Total RNA was isolated with TRI Reagent (Molecular Research, Cincinnati, OH), according to the manufacturer’s instructions. Isolated RNA samples were treated with DNase (Promega, Madison, WI), cDNA was synthesized from 2 μg of RNA with the Tetro cDNA Synthesis Kit (Bioline, Taunton, MA), real-time qPCR was performed using SensiMix SYBR and Fluorescein Kit (Bioline, Taunton, MA) according to manufacturer’s instruction. All the samples were assayed in duplicates and analyzed using a CFX96 Real-Time PCR Detection System (Bio-Rad, Hercules, CA). Table S2 contains a full list of the primer sequences. Primer for Tyk2, Jak1, Jak2, OPA1, Mfn1 and Mfn2 were purchased from SuperArray (Qiagen SABioscience, Frederick, MD).

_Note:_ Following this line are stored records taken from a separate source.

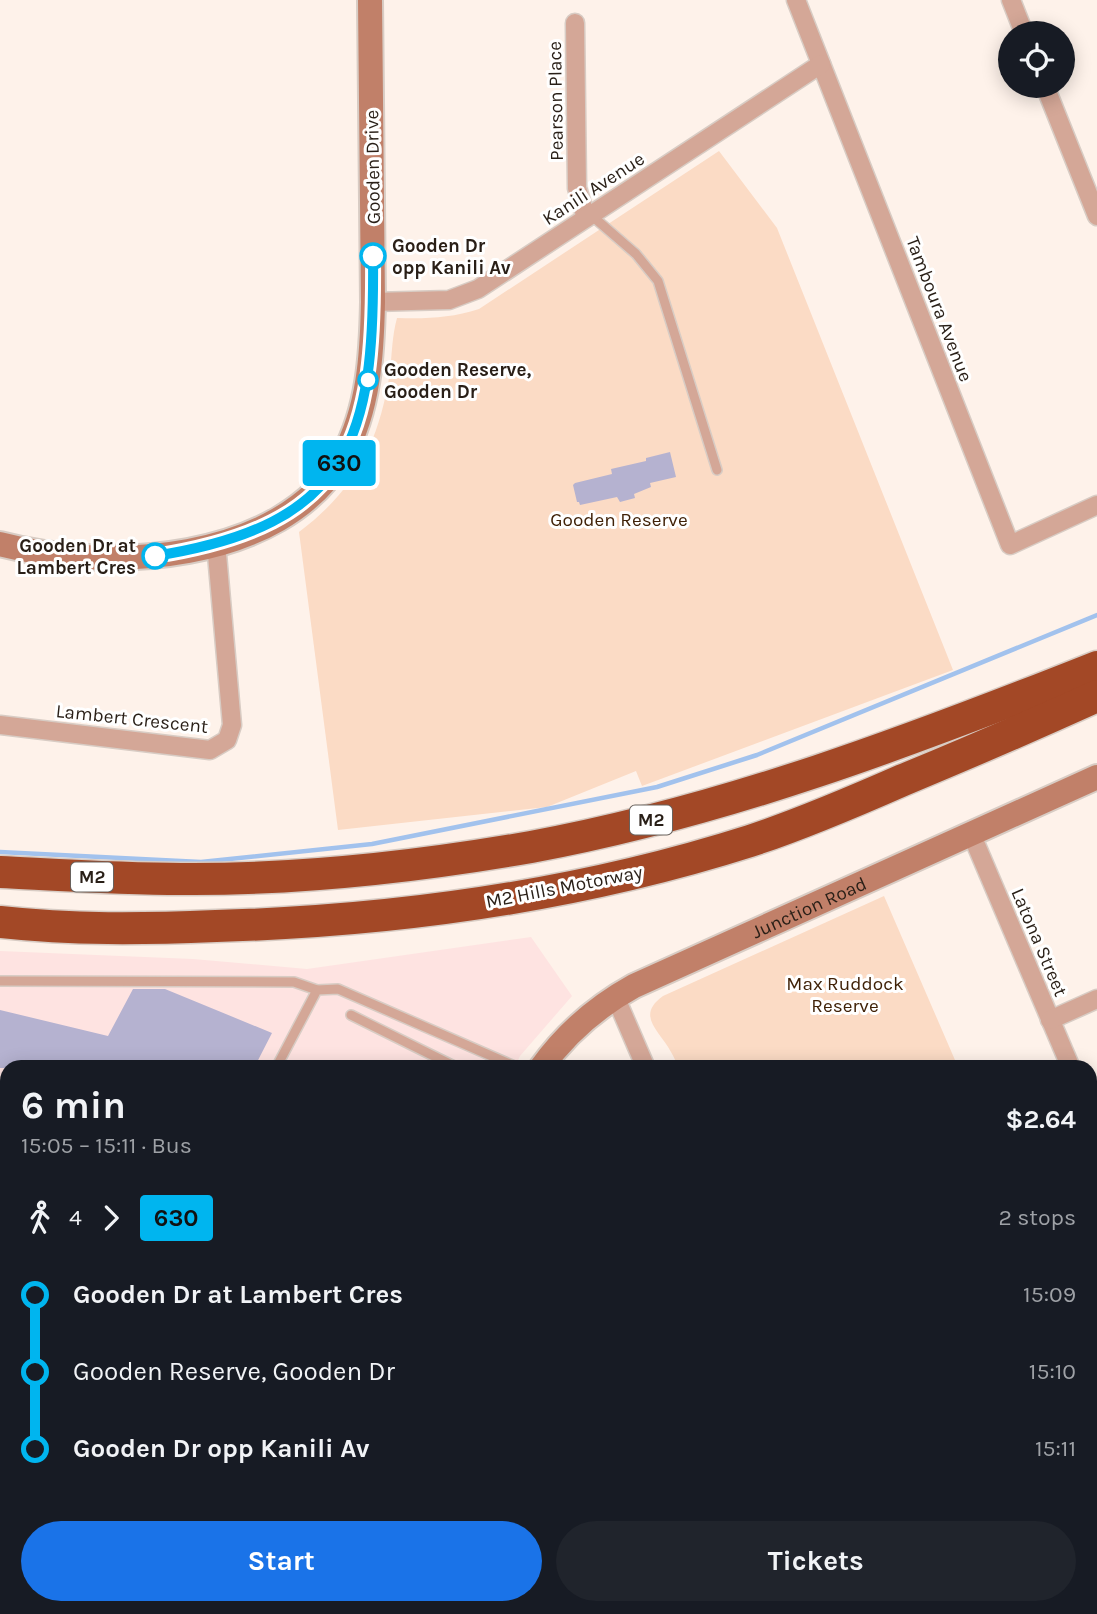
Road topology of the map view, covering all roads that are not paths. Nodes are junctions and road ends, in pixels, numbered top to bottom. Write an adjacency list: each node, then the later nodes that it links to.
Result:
1 (370, 0): 10 (street, Gooden Drive)
2 (796, 0): 6 (street, Tamboura Avenue)
3 (1011, 0): 4 (street)
4 (1019, 21)
5 (575, 23): 9 (street, Pearson Place)
6 (821, 64): 9 (street, Kanili Avenue); 12 (street, Tamboura Avenue)
7 (1050, 98): 8 (street)
8 (1097, 216)
9 (588, 217): 10 (street, Kanili Avenue); 11 (lane)
10 (373, 302): 13 (street, Gooden Drive)
11 (718, 470)
12 (1097, 505)
13 (216, 543): 14 (street, Gooden Drive); 17 (street, Lambert Crescent)
14 (0, 544)
15 (1097, 667): 20 (highway, M2)
16 (1097, 696): 21 (highway, M2 Hills Motorway / M2)
17 (0, 725)
18 (1097, 777): 19 (street, Junction Road)
19 (971, 833): 24 (street, Junction Road); 27 (street, Latona Street)
20 (0, 872)
21 (0, 922)
22 (0, 981): 23 (lane)
23 (317, 990): 28 (lane); 30 (lane)
24 (615, 996): 31 (street, Junction Road); 32 (street)
25 (1097, 999): 27 (street)
26 (351, 1016): 29 (lane)
27 (1050, 1020): 33 (street, Latona Street)
28 (280, 1060)
29 (442, 1060)
30 (501, 1060)
31 (548, 1060)
32 (643, 1060)
33 (1067, 1060)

1.5 μg of genomic DNA was converted using EZ DNA methylation kit (Zymo Research, Orange, CA) according to the supplier’s instructions. The treated DNA was amplified by PCR using the bisulfite-specific primers listed in Table S3. The amplification conditions for the 830 bp (Cidea promoter) and 730 bp (UCP1 promoter) DNA fragments were as follow: stage 1: 95°C/3 min/ 1 cycle; stage 2: 95°C/ 1 min/ 55°C/ 1 min/ 73°C/ 1 min/ 40 cycles; stage 3: 73°C/ 5 min/ 1 cycle. PCR products were cloned into the pCR2.1-TOPO vector (Invitrogen, Carlsbad, CA), and 8–15 clones for each were picked and sequenced.
Immortalized Tyk2+/+ and Tyk2−/− differentiated adipocytes were crosslinked with 1% formaldehyde for 10 min at 37°C and then washed with ice-cold PBS containing 125 mM glycine and 1 mM PMSF. Chromatin was sonicated and immunoprecipitated using specific antibodies exactly as described in the ChIP protocol provided by Upstate Inc. (Charlottesville, VA). The following antibodies were used: ChIPAb+ Trimethyl-Histone H3 (Lys4) from Milipore. The primers used in qPCR are listed in Table S4.

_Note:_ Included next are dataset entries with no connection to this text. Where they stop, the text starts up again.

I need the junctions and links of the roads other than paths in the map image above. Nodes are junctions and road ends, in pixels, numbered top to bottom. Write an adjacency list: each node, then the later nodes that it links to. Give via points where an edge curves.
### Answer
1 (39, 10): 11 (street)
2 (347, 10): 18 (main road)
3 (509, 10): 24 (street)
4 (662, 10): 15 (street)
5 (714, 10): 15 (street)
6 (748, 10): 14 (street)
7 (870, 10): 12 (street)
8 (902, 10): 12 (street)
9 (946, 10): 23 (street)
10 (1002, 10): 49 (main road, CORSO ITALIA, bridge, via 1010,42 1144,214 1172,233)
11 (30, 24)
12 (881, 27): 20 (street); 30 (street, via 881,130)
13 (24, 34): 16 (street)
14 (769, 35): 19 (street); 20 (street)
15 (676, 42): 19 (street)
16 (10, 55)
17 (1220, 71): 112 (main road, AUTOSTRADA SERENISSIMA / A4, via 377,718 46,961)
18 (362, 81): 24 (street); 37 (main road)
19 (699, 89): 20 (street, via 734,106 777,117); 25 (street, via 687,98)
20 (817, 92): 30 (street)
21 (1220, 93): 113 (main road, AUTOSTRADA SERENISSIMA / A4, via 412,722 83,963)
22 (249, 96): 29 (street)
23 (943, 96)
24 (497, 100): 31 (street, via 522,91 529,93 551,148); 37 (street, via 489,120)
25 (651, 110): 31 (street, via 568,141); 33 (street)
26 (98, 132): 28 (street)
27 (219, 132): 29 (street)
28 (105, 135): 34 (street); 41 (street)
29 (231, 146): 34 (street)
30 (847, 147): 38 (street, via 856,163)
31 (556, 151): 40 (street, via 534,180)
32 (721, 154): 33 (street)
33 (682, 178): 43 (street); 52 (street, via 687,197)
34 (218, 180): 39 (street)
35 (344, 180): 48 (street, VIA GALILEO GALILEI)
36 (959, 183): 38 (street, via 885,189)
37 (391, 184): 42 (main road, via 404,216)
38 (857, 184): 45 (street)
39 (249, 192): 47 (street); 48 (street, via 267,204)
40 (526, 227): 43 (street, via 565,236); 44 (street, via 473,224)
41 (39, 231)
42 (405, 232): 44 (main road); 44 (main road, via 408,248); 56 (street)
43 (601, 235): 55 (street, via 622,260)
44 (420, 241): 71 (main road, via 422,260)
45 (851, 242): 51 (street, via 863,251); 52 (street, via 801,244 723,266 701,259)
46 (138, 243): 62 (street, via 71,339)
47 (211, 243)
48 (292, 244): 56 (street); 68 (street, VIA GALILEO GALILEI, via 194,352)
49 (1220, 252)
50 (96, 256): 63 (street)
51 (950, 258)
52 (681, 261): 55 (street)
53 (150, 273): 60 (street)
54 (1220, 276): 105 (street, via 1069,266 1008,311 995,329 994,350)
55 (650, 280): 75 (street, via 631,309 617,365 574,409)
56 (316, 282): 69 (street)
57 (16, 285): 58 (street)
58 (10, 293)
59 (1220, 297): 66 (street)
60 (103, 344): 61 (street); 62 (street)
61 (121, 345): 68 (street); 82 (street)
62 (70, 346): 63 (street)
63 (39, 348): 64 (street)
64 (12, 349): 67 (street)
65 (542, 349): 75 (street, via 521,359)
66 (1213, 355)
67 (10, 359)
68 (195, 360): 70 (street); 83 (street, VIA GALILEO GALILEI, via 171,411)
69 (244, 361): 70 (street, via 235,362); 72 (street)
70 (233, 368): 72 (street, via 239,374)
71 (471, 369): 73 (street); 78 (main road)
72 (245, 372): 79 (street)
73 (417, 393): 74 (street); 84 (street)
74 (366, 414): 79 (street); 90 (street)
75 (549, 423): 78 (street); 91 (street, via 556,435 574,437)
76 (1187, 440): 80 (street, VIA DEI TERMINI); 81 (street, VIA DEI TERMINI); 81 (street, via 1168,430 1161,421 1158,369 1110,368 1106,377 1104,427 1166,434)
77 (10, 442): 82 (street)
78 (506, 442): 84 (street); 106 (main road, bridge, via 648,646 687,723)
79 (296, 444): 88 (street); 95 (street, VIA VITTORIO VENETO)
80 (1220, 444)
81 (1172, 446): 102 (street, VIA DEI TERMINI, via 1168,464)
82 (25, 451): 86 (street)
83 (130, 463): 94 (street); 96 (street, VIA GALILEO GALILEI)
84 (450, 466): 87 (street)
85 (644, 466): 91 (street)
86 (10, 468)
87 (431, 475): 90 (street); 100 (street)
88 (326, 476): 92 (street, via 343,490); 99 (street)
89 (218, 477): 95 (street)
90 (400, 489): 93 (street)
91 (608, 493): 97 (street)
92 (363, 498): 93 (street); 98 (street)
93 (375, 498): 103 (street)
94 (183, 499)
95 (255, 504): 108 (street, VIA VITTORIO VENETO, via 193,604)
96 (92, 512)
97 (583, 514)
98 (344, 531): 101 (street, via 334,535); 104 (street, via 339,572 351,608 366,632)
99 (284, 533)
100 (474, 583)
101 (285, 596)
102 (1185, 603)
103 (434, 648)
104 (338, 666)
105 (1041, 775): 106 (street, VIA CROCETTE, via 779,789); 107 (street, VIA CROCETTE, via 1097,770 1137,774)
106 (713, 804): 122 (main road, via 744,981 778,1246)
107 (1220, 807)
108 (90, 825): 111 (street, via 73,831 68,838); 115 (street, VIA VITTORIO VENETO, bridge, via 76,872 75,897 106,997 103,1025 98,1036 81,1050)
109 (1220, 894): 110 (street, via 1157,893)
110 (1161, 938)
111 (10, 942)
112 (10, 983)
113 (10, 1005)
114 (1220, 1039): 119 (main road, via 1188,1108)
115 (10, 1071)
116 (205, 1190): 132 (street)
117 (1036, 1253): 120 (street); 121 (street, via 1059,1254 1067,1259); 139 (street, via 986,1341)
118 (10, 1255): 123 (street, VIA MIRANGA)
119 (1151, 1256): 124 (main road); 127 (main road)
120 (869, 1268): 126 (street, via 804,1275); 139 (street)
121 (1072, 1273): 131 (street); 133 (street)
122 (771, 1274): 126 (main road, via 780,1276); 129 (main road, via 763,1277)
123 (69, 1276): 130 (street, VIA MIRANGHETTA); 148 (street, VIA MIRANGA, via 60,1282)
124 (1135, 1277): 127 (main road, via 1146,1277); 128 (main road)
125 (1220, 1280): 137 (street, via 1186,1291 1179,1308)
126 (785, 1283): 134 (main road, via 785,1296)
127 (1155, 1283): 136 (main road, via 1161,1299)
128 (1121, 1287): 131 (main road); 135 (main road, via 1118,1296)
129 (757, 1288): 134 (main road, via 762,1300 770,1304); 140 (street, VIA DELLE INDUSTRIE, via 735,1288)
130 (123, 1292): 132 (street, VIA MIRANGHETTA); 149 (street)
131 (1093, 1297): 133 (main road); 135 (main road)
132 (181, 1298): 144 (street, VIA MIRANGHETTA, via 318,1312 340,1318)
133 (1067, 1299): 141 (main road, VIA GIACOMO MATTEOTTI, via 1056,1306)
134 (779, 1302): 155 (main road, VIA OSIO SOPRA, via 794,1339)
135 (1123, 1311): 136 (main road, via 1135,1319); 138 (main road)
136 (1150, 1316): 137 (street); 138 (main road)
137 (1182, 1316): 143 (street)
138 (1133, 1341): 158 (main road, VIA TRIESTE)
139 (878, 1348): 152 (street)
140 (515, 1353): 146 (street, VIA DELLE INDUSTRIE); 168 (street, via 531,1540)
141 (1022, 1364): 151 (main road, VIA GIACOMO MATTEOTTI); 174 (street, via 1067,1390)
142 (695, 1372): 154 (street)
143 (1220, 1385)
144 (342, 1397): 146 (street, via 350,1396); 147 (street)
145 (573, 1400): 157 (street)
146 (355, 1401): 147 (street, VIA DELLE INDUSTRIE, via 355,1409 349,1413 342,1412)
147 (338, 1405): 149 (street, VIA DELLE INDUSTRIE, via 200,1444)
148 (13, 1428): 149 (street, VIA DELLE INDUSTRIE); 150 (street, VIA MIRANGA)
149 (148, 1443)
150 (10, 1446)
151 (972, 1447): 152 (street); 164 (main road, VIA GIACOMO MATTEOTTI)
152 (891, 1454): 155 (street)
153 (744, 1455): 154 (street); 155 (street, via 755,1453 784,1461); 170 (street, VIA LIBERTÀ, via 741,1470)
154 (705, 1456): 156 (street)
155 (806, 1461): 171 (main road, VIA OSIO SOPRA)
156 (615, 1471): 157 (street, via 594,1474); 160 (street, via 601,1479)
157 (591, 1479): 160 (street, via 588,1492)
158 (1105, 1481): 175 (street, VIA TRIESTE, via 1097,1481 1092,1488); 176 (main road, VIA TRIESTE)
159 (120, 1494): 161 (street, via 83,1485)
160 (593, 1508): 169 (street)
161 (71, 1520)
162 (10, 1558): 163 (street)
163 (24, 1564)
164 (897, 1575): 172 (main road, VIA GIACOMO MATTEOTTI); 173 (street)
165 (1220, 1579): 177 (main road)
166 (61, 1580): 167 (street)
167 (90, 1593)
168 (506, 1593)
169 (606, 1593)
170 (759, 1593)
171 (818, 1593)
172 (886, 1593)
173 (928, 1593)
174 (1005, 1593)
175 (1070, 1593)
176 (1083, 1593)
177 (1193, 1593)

Results are presented as the mean ± SEM. Statistical comparison was performed using two-tailed Student’s t-test. While interpreting the data results a p-value less than 0.05 was considered statistically significant and annotated by *.
This work was supported in part by R01 AI059710-01 and R21 AI088487 to ACL. BS was supported by the Austrian Science Fund (FWF SFB-F28). We would like to thank Dr. Bruce Spiegelman for his advice.